◆ Saved data entries:
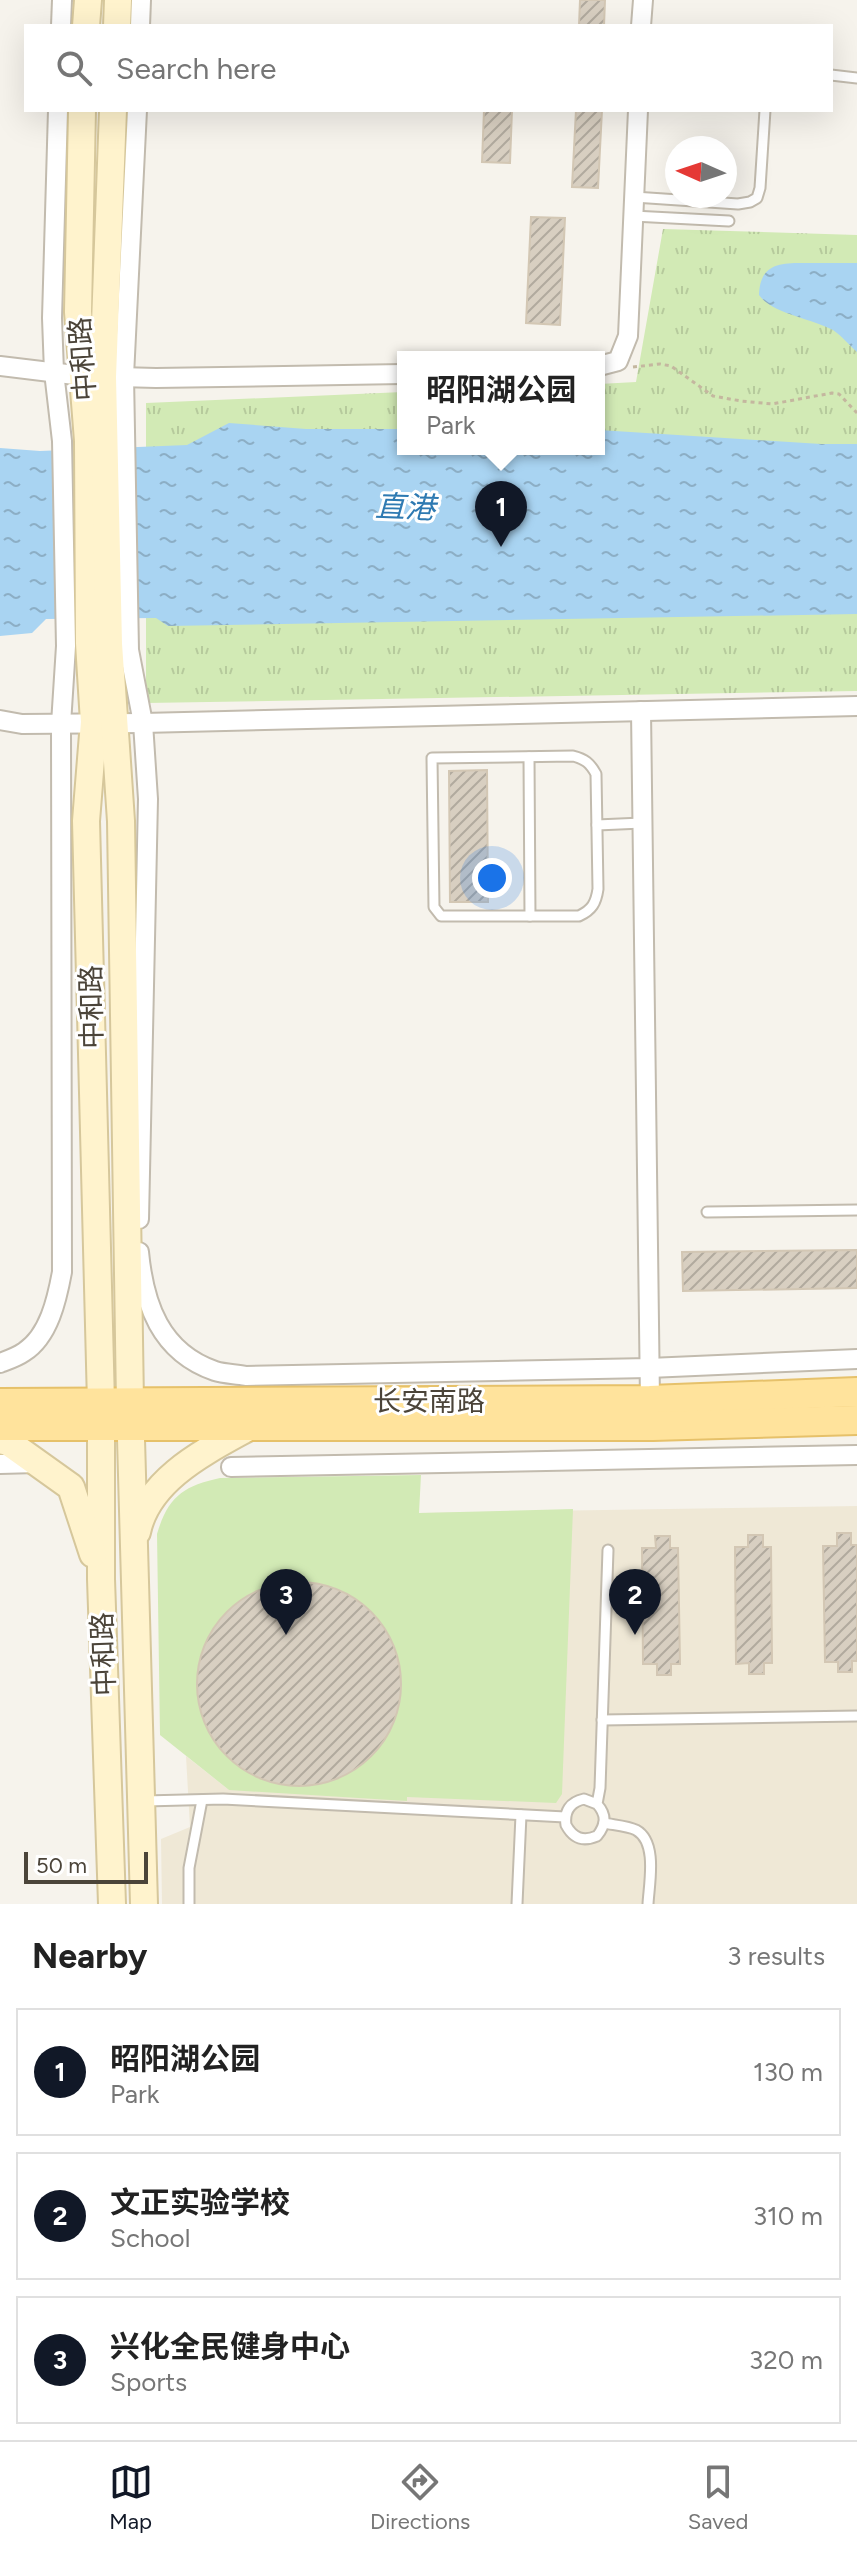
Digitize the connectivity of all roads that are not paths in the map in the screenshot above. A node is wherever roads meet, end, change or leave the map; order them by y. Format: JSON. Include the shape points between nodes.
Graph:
{"nodes":[{"id":1,"x":62,"y":0,"type":"edge"},
{"id":2,"x":88,"y":0,"type":"edge"},
{"id":3,"x":118,"y":0,"type":"edge"},
{"id":4,"x":141,"y":0,"type":"edge"},
{"id":5,"x":643,"y":0,"type":"edge"},
{"id":6,"x":61,"y":24,"type":"edge"},
{"id":7,"x":86,"y":24,"type":"edge"},
{"id":8,"x":117,"y":24,"type":"edge"},
{"id":9,"x":140,"y":24,"type":"edge"},
{"id":10,"x":641,"y":24,"type":"edge"},
{"id":11,"x":833,"y":75,"type":"edge"},
{"id":12,"x":857,"y":78,"type":"edge"},
{"id":13,"x":58,"y":112,"type":"edge"},
{"id":14,"x":82,"y":112,"type":"edge"},
{"id":15,"x":113,"y":112,"type":"edge"},
{"id":16,"x":137,"y":112,"type":"edge"},
{"id":17,"x":638,"y":112,"type":"edge"},
{"id":18,"x":765,"y":112,"type":"edge"},
{"id":19,"x":634,"y":206,"type":"junction"},
{"id":20,"x":729,"y":221,"type":"dead end"},
{"id":21,"x":605,"y":364,"type":"edge"},
{"id":22,"x":0,"y":366,"type":"edge"},
{"id":23,"x":54,"y":372,"type":"junction"},
{"id":24,"x":397,"y":374,"type":"edge"},
{"id":25,"x":103,"y":376,"type":"junction"},
{"id":26,"x":96,"y":440,"type":"junction"},
{"id":27,"x":98,"y":645,"type":"junction"},
{"id":28,"x":857,"y":706,"type":"edge"},
{"id":29,"x":641,"y":711,"type":"junction"},
{"id":30,"x":0,"y":720,"type":"edge"},
{"id":31,"x":104,"y":722,"type":"junction"},
{"id":32,"x":143,"y":723,"type":"junction"},
{"id":33,"x":61,"y":724,"type":"junction"},
{"id":34,"x":529,"y":757,"type":"junction"},
{"id":35,"x":642,"y":823,"type":"junction"},
{"id":36,"x":597,"y":825,"type":"junction"},
{"id":37,"x":530,"y":916,"type":"junction"},
{"id":38,"x":857,"y":1210,"type":"edge"},
{"id":39,"x":707,"y":1212,"type":"dead end"},
{"id":40,"x":857,"y":1359,"type":"edge"},
{"id":41,"x":0,"y":1363,"type":"edge"},
{"id":42,"x":649,"y":1368,"type":"junction"},
{"id":43,"x":857,"y":1392,"type":"edge"},
{"id":44,"x":650,"y":1400,"type":"junction"},
{"id":45,"x":0,"y":1403,"type":"edge"},
{"id":46,"x":101,"y":1414,"type":"junction"},
{"id":47,"x":130,"y":1414,"type":"junction"},
{"id":48,"x":857,"y":1420,"type":"edge"},
{"id":49,"x":0,"y":1426,"type":"edge"},
{"id":50,"x":251,"y":1426,"type":"junction"},
{"id":51,"x":0,"y":1440,"type":"edge"},
{"id":52,"x":857,"y":1455,"type":"edge"},
{"id":53,"x":39,"y":1463,"type":"junction"},
{"id":54,"x":0,"y":1464,"type":"edge"},
{"id":55,"x":231,"y":1467,"type":"dead end"},
{"id":56,"x":608,"y":1550,"type":"dead end"},
{"id":57,"x":133,"y":1551,"type":"junction"},
{"id":58,"x":101,"y":1579,"type":"junction"},
{"id":59,"x":857,"y":1716,"type":"edge"},
{"id":60,"x":602,"y":1720,"type":"junction"},
{"id":61,"x":202,"y":1800,"type":"junction"},
{"id":62,"x":143,"y":1801,"type":"junction"},
{"id":63,"x":597,"y":1804,"type":"junction"},
{"id":64,"x":521,"y":1815,"type":"junction"},
{"id":65,"x":565,"y":1817,"type":"junction"},
{"id":66,"x":604,"y":1823,"type":"junction"},
{"id":67,"x":112,"y":1904,"type":"edge"},
{"id":68,"x":144,"y":1904,"type":"edge"},
{"id":69,"x":189,"y":1904,"type":"edge"},
{"id":70,"x":517,"y":1904,"type":"edge"},
{"id":71,"x":648,"y":1904,"type":"edge"}],
"edges":[{"from":1,"to":6,"type":"street"},
{"from":2,"to":7,"type":"main road"},
{"from":3,"to":8,"type":"main road"},
{"from":4,"to":9,"type":"street"},
{"from":5,"to":10,"type":"street"},
{"from":11,"to":12,"type":"lane"},
{"from":13,"to":23,"type":"street"},
{"from":14,"to":25,"type":"main road","name":"中和路","via":[[78,312]]},
{"from":15,"to":25,"type":"main road","name":"中和路"},
{"from":16,"to":25,"type":"street"},
{"from":17,"to":19,"type":"street"},
{"from":18,"to":19,"type":"lane","via":[[757,198],[738,204]]},
{"from":19,"to":20,"type":"lane"},
{"from":19,"to":21,"type":"street","via":[[628,336],[618,361]]},
{"from":22,"to":23,"type":"street"},
{"from":23,"to":25,"type":"street"},
{"from":23,"to":26,"type":"street"},
{"from":24,"to":25,"type":"street"},
{"from":25,"to":26,"type":"main road","name":"中和路"},
{"from":26,"to":27,"type":"main road","name":"中和路"},
{"from":26,"to":27,"type":"street"},
{"from":27,"to":31,"type":"main road","name":"中和路"},
{"from":27,"to":32,"type":"street"},
{"from":27,"to":33,"type":"street"},
{"from":28,"to":29,"type":"street"},
{"from":29,"to":32,"type":"street"},
{"from":29,"to":35,"type":"street"},
{"from":30,"to":33,"type":"street"},
{"from":31,"to":32,"type":"street"},
{"from":31,"to":33,"type":"street"},
{"from":31,"to":46,"type":"main road","name":"中和路","via":[[86,821]]},
{"from":31,"to":47,"type":"main road","name":"中和路","via":[[121,821]]},
{"from":32,"to":42,"type":"street","via":[[148,799],[139,1246],[142,1284],[168,1340],[215,1371],[246,1376]]},
{"from":33,"to":41,"type":"street","via":[[62,1272],[56,1304],[41,1331],[26,1351]]},
{"from":34,"to":36,"type":"lane","via":[[573,756],[591,765],[596,774]]},
{"from":34,"to":37,"type":"lane"},
{"from":34,"to":37,"type":"lane","via":[[432,758],[434,907],[441,916]]},
{"from":35,"to":36,"type":"lane"},
{"from":35,"to":42,"type":"street"},
{"from":36,"to":37,"type":"lane","via":[[598,889],[590,911],[579,916]]},
{"from":38,"to":39,"type":"lane"},
{"from":40,"to":42,"type":"street"},
{"from":42,"to":44,"type":"street"},
{"from":43,"to":44,"type":"main road","name":"长安南路"},
{"from":44,"to":47,"type":"main road","name":"长安南路"},
{"from":45,"to":46,"type":"main road","name":"长安南路"},
{"from":46,"to":47,"type":"main road","name":"长安南路"},
{"from":46,"to":49,"type":"main road","name":"长安南路"},
{"from":46,"to":58,"type":"main road","name":"中和路"},
{"from":47,"to":50,"type":"main road","name":"长安南路"},
{"from":47,"to":57,"type":"main road","name":"中和路"},
{"from":48,"to":50,"type":"main road","name":"长安南路"},
{"from":50,"to":57,"type":"main road","via":[[166,1483],[139,1522]]},
{"from":51,"to":53,"type":"main road"},
{"from":52,"to":55,"type":"street"},
{"from":53,"to":54,"type":"street"},
{"from":53,"to":58,"type":"main road","via":[[71,1487]]},
{"from":56,"to":60,"type":"lane"},
{"from":57,"to":62,"type":"main road","name":"中和路"},
{"from":58,"to":67,"type":"main road","name":"中和路"},
{"from":59,"to":60,"type":"lane"},
{"from":60,"to":63,"type":"lane"},
{"from":61,"to":62,"type":"lane"},
{"from":61,"to":64,"type":"lane"},
{"from":61,"to":69,"type":"lane","via":[[189,1868]]},
{"from":62,"to":68,"type":"main road","name":"中和路"},
{"from":63,"to":65,"type":"lane","via":[[577,1801]]},
{"from":63,"to":66,"type":"lane"},
{"from":64,"to":65,"type":"lane"},
{"from":64,"to":70,"type":"lane"},
{"from":65,"to":66,"type":"lane","via":[[569,1832],[582,1839],[597,1836]]},
{"from":66,"to":71,"type":"lane","via":[[636,1830],[646,1839]]}]}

◆ Exercise objective: Collect every line with the string "nodes" from the records, and copy each.

◆ Answer space:
Digitize the connectivity of all roads that are not paths in the map in the screenshot above. A node is wherever roads meet, end, change or leave the map; order them by y. Format: JSON. Include the shape points between nodes.
{"nodes":[{"id":1,"x":62,"y":0,"type":"edge"},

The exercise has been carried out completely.